The long awaited revision of EMA GVP Module VI (Management and reporting of adverse reactions to medicinal products) has been released and became effective on 16-SEP-2014.EMA

Revisions include:

  • Revisions in VI.A.2.1.1. (Causality), VI.A.2.4. (Seriousness), VI.B.1.2. (Solicited reports), VI.B.3. (Follow-up of reports), VI.B.6.3. (Reports of overdose, abuse, off-label use, misuse, medication error or occupational exposure), VI.C.1. (Reporting rules for clinical trials and post-authorisation studies in the EU), VI.C.2.2.2. (Solicited reports), VI.C.6.2.3.7. (Reports of suspected adverse reactions originating from organised data collection systems and other systems)
  • Clarifications on the clock start for the reporting of valid ICSRs in VI.B.7
  • Clarifications on the handling of ICSRs when reported in an official language in VI.C.6.2.2.9
  • Replacements of tables highlighting interim arrangements applicable to marketing authorisation holders in VI.App.3.1.1
  • Correction in VI.C.2.2.9. (Period during a public health emergency)

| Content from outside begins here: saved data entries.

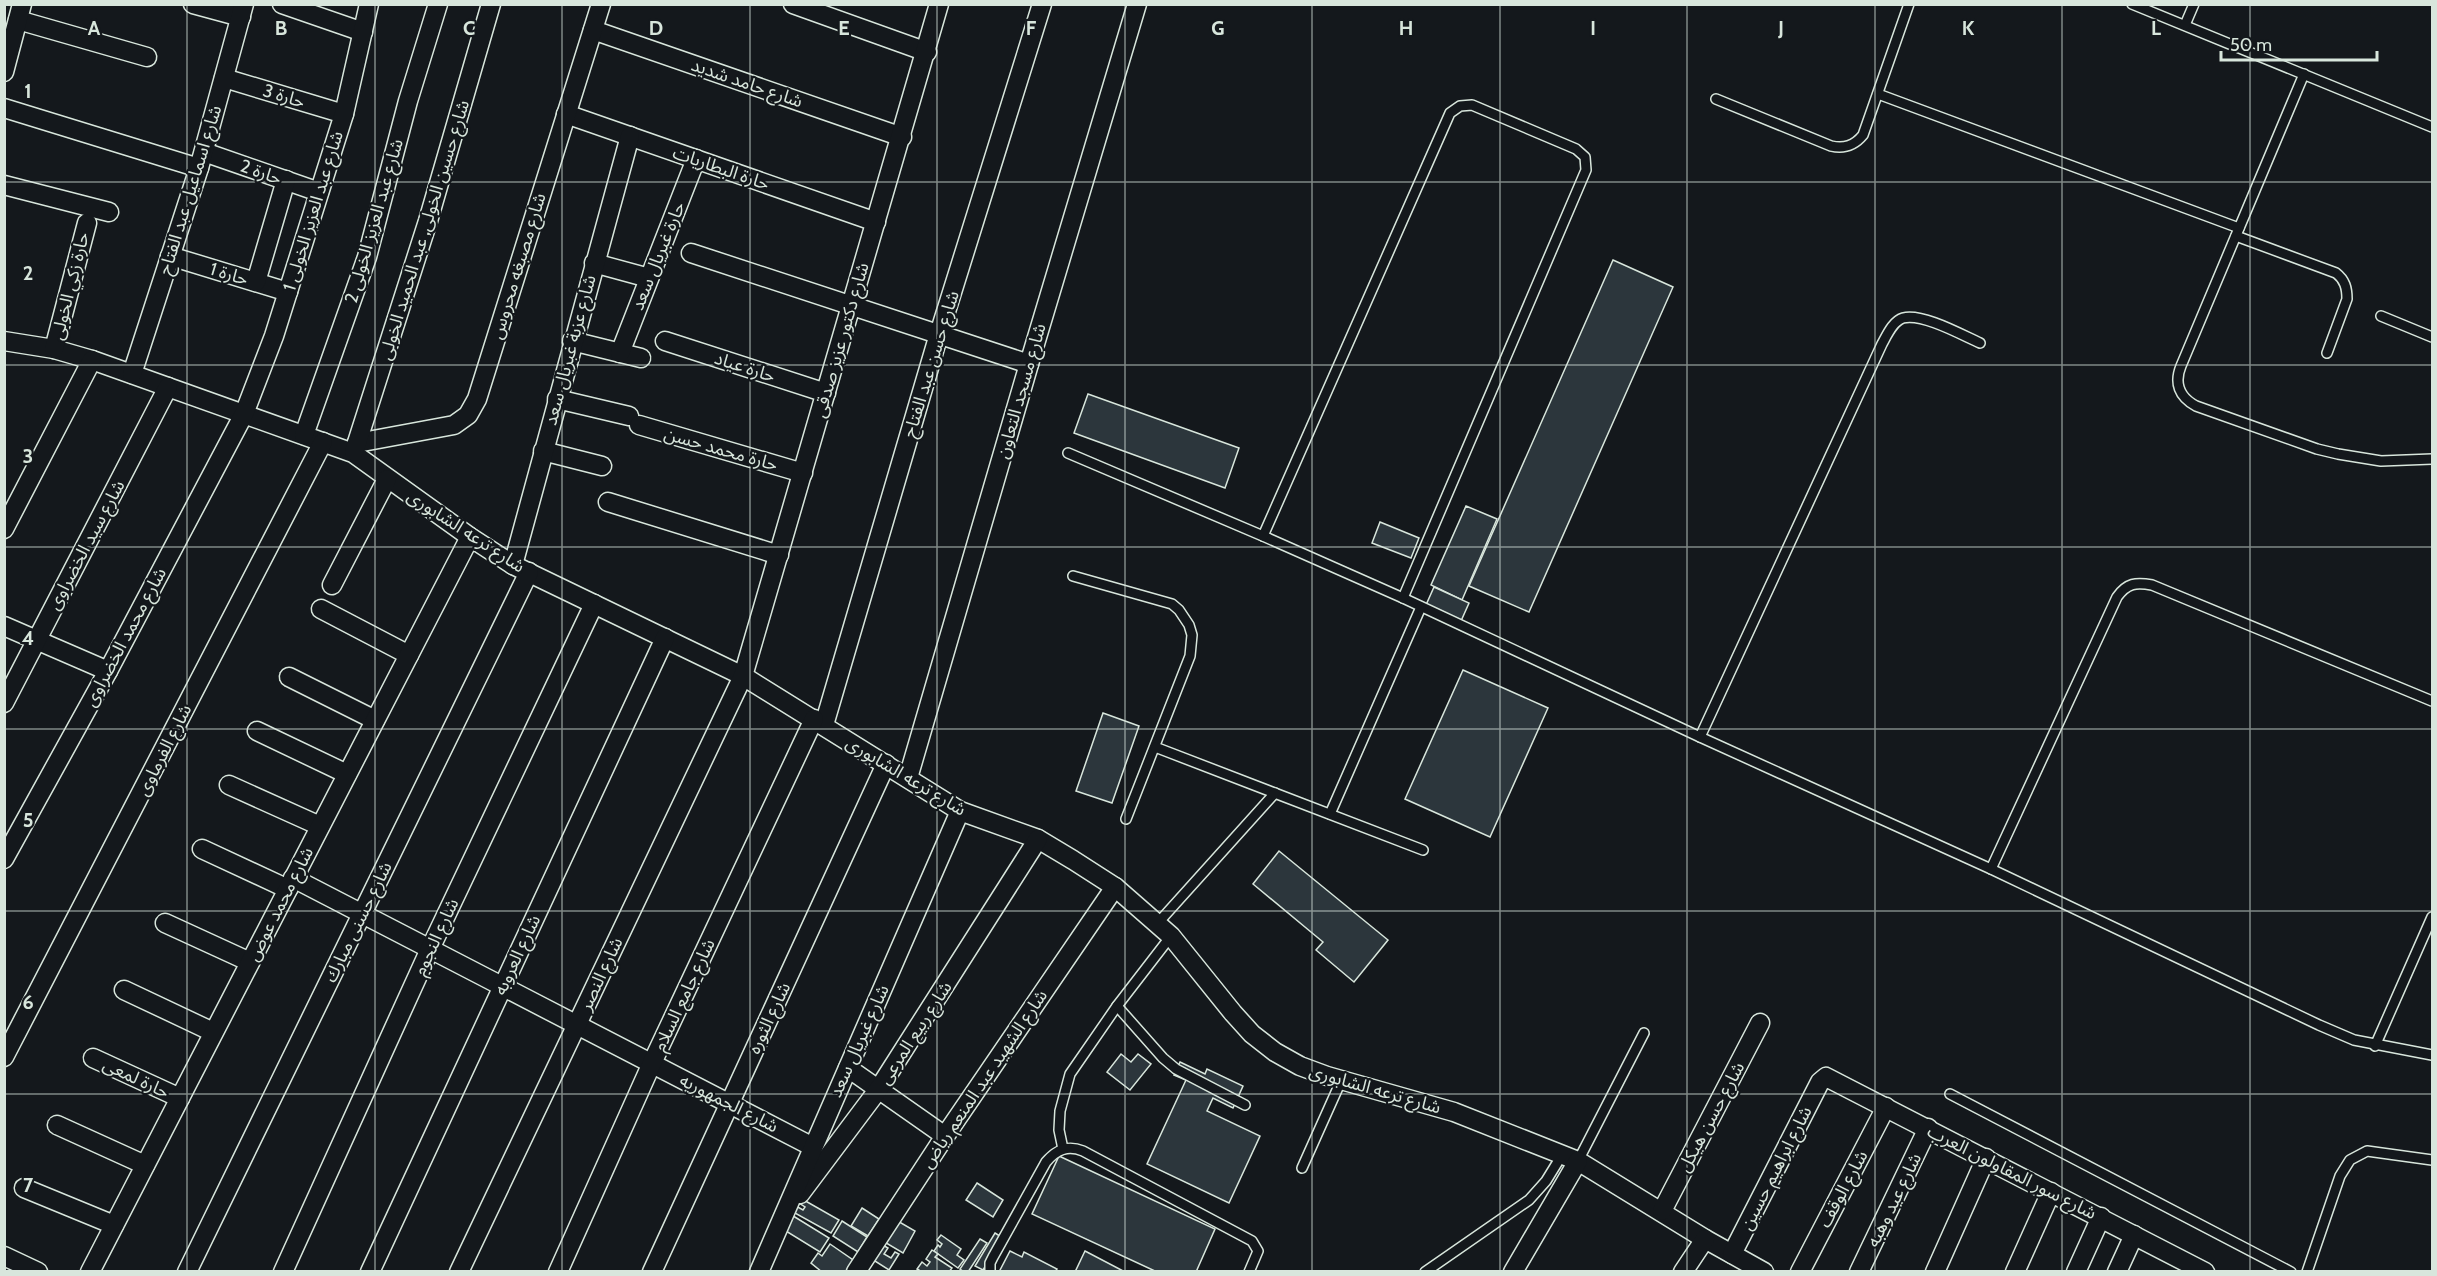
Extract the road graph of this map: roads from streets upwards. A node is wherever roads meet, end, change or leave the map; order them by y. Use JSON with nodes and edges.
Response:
{"nodes":[{"id":1,"x":193,"y":4,"type":"edge"},
{"id":2,"x":282,"y":4,"type":"edge"},
{"id":3,"x":369,"y":4,"type":"edge"},
{"id":4,"x":438,"y":4,"type":"edge"},
{"id":5,"x":491,"y":4,"type":"edge"},
{"id":6,"x":793,"y":4,"type":"edge"},
{"id":7,"x":939,"y":4,"type":"edge"},
{"id":8,"x":1042,"y":4,"type":"edge"},
{"id":9,"x":1137,"y":4,"type":"edge"},
{"id":10,"x":598,"y":5,"type":"edge"},
{"id":11,"x":242,"y":11,"type":"edge"},
{"id":12,"x":20,"y":12,"type":"edge"},
{"id":13,"x":593,"y":30,"type":"junction"},
{"id":14,"x":363,"y":32,"type":"junction"},
{"id":15,"x":927,"y":52,"type":"junction"},
{"id":16,"x":7,"y":53,"type":"edge"},
{"id":17,"x":147,"y":57,"type":"dead end"},
{"id":18,"x":4,"y":72,"type":"edge"},
{"id":19,"x":224,"y":78,"type":"junction"},
{"id":20,"x":4,"y":108,"type":"edge"},
{"id":21,"x":344,"y":114,"type":"junction"},
{"id":22,"x":566,"y":114,"type":"junction"},
{"id":23,"x":630,"y":135,"type":"junction"},
{"id":24,"x":902,"y":137,"type":"junction"},
{"id":25,"x":696,"y":159,"type":"junction"},
{"id":26,"x":201,"y":160,"type":"junction"},
{"id":27,"x":286,"y":180,"type":"junction"},
{"id":28,"x":4,"y":185,"type":"edge"},
{"id":29,"x":319,"y":192,"type":"junction"},
{"id":30,"x":109,"y":212,"type":"dead end"},
{"id":31,"x":876,"y":222,"type":"junction"},
{"id":32,"x":87,"y":223,"type":"dead end"},
{"id":33,"x":691,"y":253,"type":"dead end"},
{"id":34,"x":170,"y":256,"type":"junction"},
{"id":35,"x":594,"y":263,"type":"junction"},
{"id":36,"x":649,"y":278,"type":"junction"},
{"id":37,"x":256,"y":282,"type":"junction"},
{"id":38,"x":288,"y":292,"type":"junction"},
{"id":39,"x":852,"y":305,"type":"junction"},
{"id":40,"x":939,"y":334,"type":"junction"},
{"id":41,"x":4,"y":341,"type":"edge"},
{"id":42,"x":572,"y":341,"type":"junction"},
{"id":43,"x":665,"y":341,"type":"dead end"},
{"id":44,"x":54,"y":349,"type":"junction"},
{"id":45,"x":620,"y":353,"type":"junction"},
{"id":46,"x":641,"y":358,"type":"dead end"},
{"id":47,"x":92,"y":360,"type":"junction"},
{"id":48,"x":1029,"y":364,"type":"junction"},
{"id":49,"x":132,"y":374,"type":"junction"},
{"id":50,"x":168,"y":387,"type":"junction"},
{"id":51,"x":826,"y":393,"type":"junction"},
{"id":52,"x":557,"y":399,"type":"junction"},
{"id":53,"x":244,"y":414,"type":"junction"},
{"id":54,"x":304,"y":435,"type":"junction"},
{"id":55,"x":323,"y":442,"type":"junction"},
{"id":56,"x":355,"y":448,"type":"junction"},
{"id":57,"x":543,"y":451,"type":"junction"},
{"id":58,"x":602,"y":466,"type":"dead end"},
{"id":59,"x":803,"y":472,"type":"junction"},
{"id":60,"x":387,"y":479,"type":"junction"},
{"id":61,"x":608,"y":502,"type":"dead end"},
{"id":62,"x":4,"y":529,"type":"edge"},
{"id":63,"x":470,"y":537,"type":"junction"},
{"id":64,"x":779,"y":555,"type":"junction"},
{"id":65,"x":521,"y":569,"type":"junction"},
{"id":66,"x":332,"y":585,"type":"dead end"},
{"id":67,"x":594,"y":604,"type":"junction"},
{"id":68,"x":321,"y":609,"type":"dead end"},
{"id":69,"x":4,"y":626,"type":"edge"},
{"id":70,"x":665,"y":638,"type":"junction"},
{"id":71,"x":36,"y":640,"type":"junction"},
{"id":72,"x":409,"y":655,"type":"junction"},
{"id":73,"x":108,"y":671,"type":"junction"},
{"id":74,"x":743,"y":676,"type":"junction"},
{"id":75,"x":289,"y":677,"type":"dead end"},
{"id":76,"x":4,"y":703,"type":"edge"},
{"id":77,"x":375,"y":720,"type":"junction"},
{"id":78,"x":819,"y":722,"type":"junction"},
{"id":79,"x":257,"y":731,"type":"dead end"},
{"id":80,"x":886,"y":765,"type":"junction"},
{"id":81,"x":347,"y":774,"type":"junction"},
{"id":82,"x":908,"y":778,"type":"junction"},
{"id":83,"x":230,"y":785,"type":"dead end"},
{"id":84,"x":960,"y":812,"type":"junction"},
{"id":85,"x":320,"y":826,"type":"junction"},
{"id":86,"x":1038,"y":839,"type":"junction"},
{"id":87,"x":202,"y":849,"type":"dead end"},
{"id":88,"x":4,"y":859,"type":"edge"},
{"id":89,"x":290,"y":884,"type":"junction"},
{"id":90,"x":1114,"y":887,"type":"junction"},
{"id":91,"x":362,"y":914,"type":"junction"},
{"id":92,"x":165,"y":923,"type":"dead end"},
{"id":93,"x":430,"y":949,"type":"junction"},
{"id":94,"x":250,"y":962,"type":"junction"},
{"id":95,"x":503,"y":986,"type":"junction"},
{"id":96,"x":124,"y":990,"type":"dead end"},
{"id":97,"x":1760,"y":1023,"type":"dead end"},
{"id":98,"x":577,"y":1024,"type":"junction"},
{"id":99,"x":213,"y":1032,"type":"junction"},
{"id":100,"x":4,"y":1057,"type":"edge"},
{"id":101,"x":93,"y":1058,"type":"dead end"},
{"id":102,"x":652,"y":1063,"type":"junction"},
{"id":103,"x":848,"y":1068,"type":"junction"},
{"id":104,"x":1820,"y":1082,"type":"joint"},
{"id":105,"x":878,"y":1090,"type":"junction"},
{"id":106,"x":180,"y":1098,"type":"junction"},
{"id":107,"x":730,"y":1102,"type":"junction"},
{"id":108,"x":1886,"y":1107,"type":"junction"},
{"id":109,"x":57,"y":1125,"type":"dead end"},
{"id":110,"x":1928,"y":1128,"type":"junction"},
{"id":111,"x":945,"y":1136,"type":"junction"},
{"id":112,"x":813,"y":1147,"type":"junction"},
{"id":113,"x":1570,"y":1158,"type":"junction"},
{"id":114,"x":1986,"y":1158,"type":"junction"},
{"id":115,"x":145,"y":1165,"type":"junction"},
{"id":116,"x":24,"y":1188,"type":"dead end"},
{"id":117,"x":2051,"y":1192,"type":"junction"},
{"id":118,"x":1662,"y":1211,"type":"junction"},
{"id":119,"x":2101,"y":1217,"type":"junction"},
{"id":120,"x":782,"y":1219,"type":"junction"},
{"id":121,"x":114,"y":1225,"type":"junction"},
{"id":122,"x":2134,"y":1235,"type":"junction"},
{"id":123,"x":1705,"y":1239,"type":"junction"},
{"id":124,"x":1732,"y":1254,"type":"junction"},
{"id":125,"x":4,"y":1256,"type":"edge"},
{"id":126,"x":766,"y":1268,"type":"edge"},
{"id":127,"x":2200,"y":1270,"type":"edge"},
{"id":128,"x":38,"y":1272,"type":"edge"},
{"id":129,"x":90,"y":1272,"type":"edge"},
{"id":130,"x":187,"y":1272,"type":"edge"},
{"id":131,"x":283,"y":1272,"type":"edge"},
{"id":132,"x":370,"y":1272,"type":"edge"},
{"id":133,"x":459,"y":1272,"type":"edge"},
{"id":134,"x":558,"y":1272,"type":"edge"},
{"id":135,"x":652,"y":1272,"type":"edge"},
{"id":136,"x":856,"y":1272,"type":"edge"},
{"id":137,"x":1513,"y":1272,"type":"edge"},
{"id":138,"x":1683,"y":1272,"type":"edge"},
{"id":139,"x":1764,"y":1272,"type":"edge"},
{"id":140,"x":1800,"y":1272,"type":"edge"},
{"id":141,"x":1859,"y":1272,"type":"edge"},
{"id":142,"x":1935,"y":1272,"type":"edge"},
{"id":143,"x":2014,"y":1272,"type":"edge"},
{"id":144,"x":2076,"y":1272,"type":"edge"},
{"id":145,"x":2117,"y":1272,"type":"edge"}],
"edges":[{"from":1,"to":11,"type":"street"},
{"from":2,"to":14,"type":"street"},
{"from":3,"to":14,"type":"street","name":"شارع عبد العزيز الخولى 1"},
{"from":4,"to":54,"type":"street","name":"شارع عبد العزيز الخولى 2"},
{"from":5,"to":56,"type":"street","name":"شارع حسين الخولى, عبد الحميد الخولى"},
{"from":6,"to":15,"type":"street"},
{"from":7,"to":15,"type":"street","name":"شارع دكتور عزيز صدقى"},
{"from":8,"to":40,"type":"street","name":"شارع حسن عبد الفتاح"},
{"from":9,"to":48,"type":"street","name":"شارع مسجد التعاون"},
{"from":10,"to":13,"type":"street","name":"شارع مصبغه محروس"},
{"from":11,"to":19,"type":"street","name":"شارع اسماعيل عبد الفتاح"},
{"from":12,"to":16,"type":"street"},
{"from":12,"to":17,"type":"street"},
{"from":13,"to":22,"type":"street","name":"شارع مصبغه محروس"},
{"from":13,"to":24,"type":"street","name":"شارع حامد شديد"},
{"from":14,"to":21,"type":"street","name":"شارع عبد العزيز الخولى 1"},
{"from":15,"to":24,"type":"street","name":"شارع دكتور عزيز صدقى"},
{"from":16,"to":18,"type":"street"},
{"from":19,"to":21,"type":"street","name":"حارة 3"},
{"from":19,"to":26,"type":"street","name":"شارع اسماعيل عبد الفتاح"},
{"from":20,"to":26,"type":"street","name":"حارة 2"},
{"from":21,"to":29,"type":"street","name":"شارع عبد العزيز الخولى 1"},
{"from":22,"to":23,"type":"street","name":"حارة البطاريات"},
{"from":22,"to":56,"type":"street","name":"شارع مصبغه محروس"},
{"from":23,"to":25,"type":"street","name":"حارة البطاريات"},
{"from":23,"to":35,"type":"street","name":"شارع عزبة غبريال سعد"},
{"from":24,"to":31,"type":"street","name":"شارع دكتور عزيز صدقى"},
{"from":25,"to":31,"type":"street","name":"حارة البطاريات"},
{"from":25,"to":36,"type":"street","name":"حارة غبريال سعد"},
{"from":26,"to":27,"type":"street","name":"حارة 2"},
{"from":26,"to":34,"type":"street","name":"شارع اسماعيل عبد الفتاح"},
{"from":27,"to":29,"type":"street","name":"حارة 2"},
{"from":27,"to":37,"type":"street"},
{"from":28,"to":30,"type":"street"},
{"from":29,"to":38,"type":"street","name":"شارع عبد العزيز الخولى 1"},
{"from":31,"to":39,"type":"street","name":"شارع دكتور عزيز صدقى"},
{"from":32,"to":44,"type":"street","name":"حارة زكي الخولى"},
{"from":33,"to":39,"type":"street"},
{"from":34,"to":37,"type":"street","name":"حارة 1"},
{"from":34,"to":49,"type":"street","name":"شارع اسماعيل عبد الفتاح"},
{"from":35,"to":36,"type":"street"},
{"from":35,"to":42,"type":"street","name":"شارع عزبة غبريال سعد"},
{"from":36,"to":45,"type":"street","name":"حارة غبريال سعد"},
{"from":37,"to":38,"type":"street","name":"حارة 1"},
{"from":38,"to":53,"type":"street","name":"شارع عبد العزيز الخولى 1"},
{"from":39,"to":40,"type":"street"},
{"from":39,"to":51,"type":"street","name":"شارع دكتور عزيز صدقى"},
{"from":40,"to":48,"type":"street"},
{"from":40,"to":78,"type":"street","name":"شارع حسن عبد الفتاح"},
{"from":41,"to":44,"type":"street","name":"شارع ترعه الشابورى"},
{"from":42,"to":45,"type":"street"},
{"from":42,"to":52,"type":"street","name":"شارع عزبة غبريال سعد"},
{"from":43,"to":51,"type":"street","name":"حارة عياد"},
{"from":44,"to":47,"type":"street","name":"شارع ترعه الشابورى"},
{"from":45,"to":46,"type":"street"},
{"from":47,"to":49,"type":"street","name":"شارع ترعه الشابورى"},
{"from":47,"to":62,"type":"street"},
{"from":48,"to":82,"type":"street","name":"شارع مسجد التعاون"},
{"from":49,"to":50,"type":"street","name":"شارع ترعه الشابورى"},
{"from":50,"to":53,"type":"street","name":"شارع ترعه الشابورى"},
{"from":50,"to":71,"type":"street","name":"شارع سيد الخضراوى"},
{"from":51,"to":59,"type":"street","name":"شارع دكتور عزيز صدقى"},
{"from":52,"to":57,"type":"street","name":"شارع عزبة غبريال سعد"},
{"from":52,"to":59,"type":"street","name":"حارة محمد حسن"},
{"from":53,"to":54,"type":"street","name":"شارع ترعه الشابورى"},
{"from":53,"to":73,"type":"street","name":"شارع محمد الخضراوى"},
{"from":54,"to":55,"type":"street","name":"شارع ترعه الشابورى"},
{"from":55,"to":56,"type":"street","name":"شارع ترعه الشابورى"},
{"from":55,"to":100,"type":"street","name":"شارع الفرماوى"},
{"from":56,"to":60,"type":"street","name":"شارع ترعه الشابورى"},
{"from":57,"to":58,"type":"street"},
{"from":57,"to":65,"type":"street","name":"شارع عزبة غبريال سعد"},
{"from":59,"to":64,"type":"street","name":"شارع دكتور عزيز صدقى"},
{"from":60,"to":63,"type":"street","name":"شارع ترعه الشابورى"},
{"from":60,"to":66,"type":"street"},
{"from":61,"to":64,"type":"street"},
{"from":63,"to":65,"type":"street","name":"شارع ترعه الشابورى"},
{"from":63,"to":72,"type":"street","name":"شارع محمد عوض"},
{"from":64,"to":74,"type":"street","name":"شارع دكتور عزيز صدقى"},
{"from":65,"to":67,"type":"street","name":"شارع ترعه الشابورى"},
{"from":65,"to":91,"type":"street","name":"شارع حسنى مبارك"},
{"from":67,"to":70,"type":"street","name":"شارع ترعه الشابورى"},
{"from":67,"to":93,"type":"street","name":"شارع النجوم"},
{"from":68,"to":72,"type":"street"},
{"from":69,"to":71,"type":"street"},
{"from":70,"to":74,"type":"street","name":"شارع ترعه الشابورى"},
{"from":70,"to":95,"type":"street","name":"شارع العروبه"},
{"from":71,"to":73,"type":"street"},
{"from":71,"to":76,"type":"street","name":"شارع سيد الخضراوى"},
{"from":72,"to":77,"type":"street","name":"شارع محمد عوض"},
{"from":73,"to":88,"type":"street","name":"شارع محمد الخضراوى"},
{"from":74,"to":78,"type":"street","name":"شارع ترعه الشابورى"},
{"from":74,"to":98,"type":"street","name":"شارع النصر"},
{"from":75,"to":77,"type":"street"},
{"from":77,"to":81,"type":"street","name":"شارع محمد عوض"},
{"from":78,"to":80,"type":"street","name":"شارع ترعه الشابورى"},
{"from":78,"to":102,"type":"street","name":"شارع جامع السلام"},
{"from":79,"to":81,"type":"street"},
{"from":80,"to":82,"type":"street","name":"شارع ترعه الشابورى"},
{"from":80,"to":107,"type":"street","name":"شارع الثوره"},
{"from":81,"to":85,"type":"street","name":"شارع محمد عوض"},
{"from":82,"to":84,"type":"street","name":"شارع ترعه الشابورى"},
{"from":83,"to":85,"type":"street"},
{"from":84,"to":86,"type":"street","name":"شارع ترعه الشابورى"},
{"from":84,"to":103,"type":"street","name":"شارع غبريال سعد"},
{"from":85,"to":89,"type":"street","name":"شارع محمد عوض"},
{"from":86,"to":90,"type":"street","name":"شارع ترعه الشابورى"},
{"from":86,"to":105,"type":"street","name":"شارع ربيع المرعى"},
{"from":87,"to":89,"type":"street","name":"شارع الجمهوريه"},
{"from":89,"to":91,"type":"street","name":"شارع الجمهوريه"},
{"from":89,"to":94,"type":"street","name":"شارع محمد عوض"},
{"from":90,"to":111,"type":"street","name":"شارع الشهيد عبد المنعم رياض"},
{"from":90,"to":113,"type":"street","name":"شارع ترعه الشابورى"},
{"from":91,"to":93,"type":"street","name":"شارع الجمهوريه"},
{"from":91,"to":130,"type":"street","name":"شارع حسنى مبارك"},
{"from":92,"to":94,"type":"street"},
{"from":93,"to":95,"type":"street","name":"شارع الجمهوريه"},
{"from":93,"to":131,"type":"street","name":"شارع النجوم"},
{"from":94,"to":99,"type":"street","name":"شارع محمد عوض"},
{"from":95,"to":98,"type":"street","name":"شارع الجمهوريه"},
{"from":95,"to":132,"type":"street","name":"شارع العروبه"},
{"from":96,"to":99,"type":"street"},
{"from":97,"to":118,"type":"street","name":"شارع حسن هيكل"},
{"from":98,"to":102,"type":"street","name":"شارع الجمهوريه"},
{"from":98,"to":133,"type":"street","name":"شارع النصر"},
{"from":99,"to":106,"type":"street","name":"شارع محمد عوض"},
{"from":101,"to":106,"type":"street","name":"حارة لمعى"},
{"from":102,"to":107,"type":"street","name":"شارع الجمهوريه"},
{"from":102,"to":134,"type":"street","name":"شارع جامع السلام"},
{"from":103,"to":105,"type":"street"},
{"from":103,"to":112,"type":"street","name":"شارع غبريال سعد"},
{"from":104,"to":108,"type":"street","name":"شارع سور المقاولون العرب"},
{"from":104,"to":124,"type":"street","name":"شارع ابراهيم حسين"},
{"from":105,"to":111,"type":"street"},
{"from":105,"to":120,"type":"street","name":"شارع ربيع المرعى"},
{"from":106,"to":115,"type":"street","name":"شارع محمد عوض"},
{"from":107,"to":112,"type":"street","name":"شارع الجمهوريه"},
{"from":107,"to":135,"type":"street","name":"شارع الثوره"},
{"from":108,"to":110,"type":"street","name":"شارع سور المقاولون العرب"},
{"from":108,"to":140,"type":"street","name":"شارع الوقف"},
{"from":109,"to":115,"type":"street"},
{"from":110,"to":114,"type":"street","name":"شارع سور المقاولون العرب"},
{"from":110,"to":141,"type":"street","name":"شارع عيد وهبه"},
{"from":111,"to":136,"type":"street","name":"شارع الشهيد عبد المنعم رياض"},
{"from":112,"to":120,"type":"street","name":"شارع غبريال سعد"},
{"from":113,"to":118,"type":"street","name":"شارع ترعه الشابورى"},
{"from":113,"to":137,"type":"street"},
{"from":114,"to":117,"type":"street","name":"شارع سور المقاولون العرب"},
{"from":114,"to":142,"type":"street"},
{"from":115,"to":121,"type":"street","name":"شارع محمد عوض"},
{"from":116,"to":121,"type":"street"},
{"from":117,"to":119,"type":"street","name":"شارع سور المقاولون العرب"},
{"from":117,"to":143,"type":"street"},
{"from":118,"to":123,"type":"street","name":"شارع ترعه الشابورى"},
{"from":119,"to":122,"type":"street","name":"شارع سور المقاولون العرب"},
{"from":119,"to":144,"type":"street"},
{"from":120,"to":126,"type":"street","name":"شارع غبريال سعد"},
{"from":121,"to":129,"type":"street","name":"شارع محمد عوض"},
{"from":122,"to":127,"type":"street","name":"شارع سور المقاولون العرب"},
{"from":122,"to":145,"type":"street"},
{"from":123,"to":124,"type":"street","name":"شارع ترعه الشابورى"},
{"from":123,"to":138,"type":"street"},
{"from":124,"to":139,"type":"street","name":"شارع ترعه الشابورى"},
{"from":125,"to":128,"type":"street"}]}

Primary versus Secondary Data Collection:

  • Non-interventional post-authorisation studies should be distinguished between those with primary data collection directly from healthcare professionals or consumers and study designs which are based on the secondary use of data. Depending on the study design, the requirements provided hereafter apply.
  • In case of doubt, the reporting requirements should be clarified with the concerned competent authorities in Member States. National legislation should be followed as applicable regarding the obligations towards local ethics committees.

 

Impact on Non-Interventional Post-Authorisation Studies with Primary Data Collection:

  • Information on all adverse events should be collected from healthcare professionals or consumers in the course of the study unless the protocol provides differently with a due justification for not collecting certain adverse events. For all collected adverse events, comprehensive and high quality information should be sought in a manner which allow for valid ICSRs to be reported within the appropriate timeframes
  • A system should be put in place to record and document complete and comprehensive case information on solicited adverse events which need to be collected
  • These adverse events should be systematically assessed to determine whether they are possibly related to the studied (or supplied) medicinal products
  • A method of causality assessment should be applied for assessing the causal role of the studied (or supplied) medicinal products in the solicited adverse events
  • An adverse event should be classified as an adverse reaction, if there is at least a reasonable possibility of causal relationship
  • Only valid ICSRs of adverse reactions, which are suspected to be related to the studied (or supplied) medicinal product by the primary source or the receiver of the case, should be reported in accordance with the requirements
  • In certain circumstances, fatal outcome may not be subject to expedited reporting as ICSRs. A justification should always be provided in the protocol
    • All fatal outcomes should be considered as adverse events which should be collected. In certain circumstances, suspected adverse reactions with fatal outcome may not be subject to expedited reporting as ICSRs, for example because they refer to study outcomes (efficacy end points), because the patients included in the study have a disease with high mortality, or because the fatal outcomes have no relation to the objective of the study. For these particular situations, the rational for not reporting certain adverse reactions with fatal outcomes should be clearly described in the protocol.
  • Other reports of adverse events should be summarised as part of any interim safety analysis and in the final study report, where applicable
  • In situations where adverse reactions are suspected to be related to medicinal products other than the studied (or supplied) medicine, these reports should be managed, classified and reported as spontaneous ICSRs. They should be notified by the primary source to the competent authority in the Member State where the reactions occurred or to the marketing authorisation holder of the suspected medicinal product, but not to both (to avoid duplicate reporting).
  • For adverse events for which the protocol provides differently and does not require their systematic collection, healthcare professionals and consumers should be informed in the protocol (or other study documents) of the possibility to report adverse reactions (for which they suspect a causal role of a medicine) to the marketing authorisation holder of the suspected medicinal product (studied or not) or to the concerned competent authorities via the national spontaneous reporting system. Valid ICSRs should be managed, classified and reported as spontaneous by the receiver of the reports. When made aware of them, these reports should also be summarised in the relevant study reports.
  • Note: New requirements for non-interventional post-authorisation studies will become mandatory for any new study started after 01-JAN-2015. Implementation for new or ongoing studies started before that date is optional

 

Requirements for Non-Interventional Post-Authorisation Studies with Secondary Data Collection:

  • The design of such studies is characterised by the secondary use of data previously collected from consumers or healthcare professionals for other purposes. Examples include medical chart reviews (including following-up on data with healthcare professionals), analysis of electronic healthcare records, systematic reviews, meta-analyses.
  • For these studies, the reporting of suspected adverse reactions in the form of ICSRs is not required. Reports of adverse events/reactions should be summarised as part of any interim safety analysis and in the final study report unless the protocol provides for different reporting.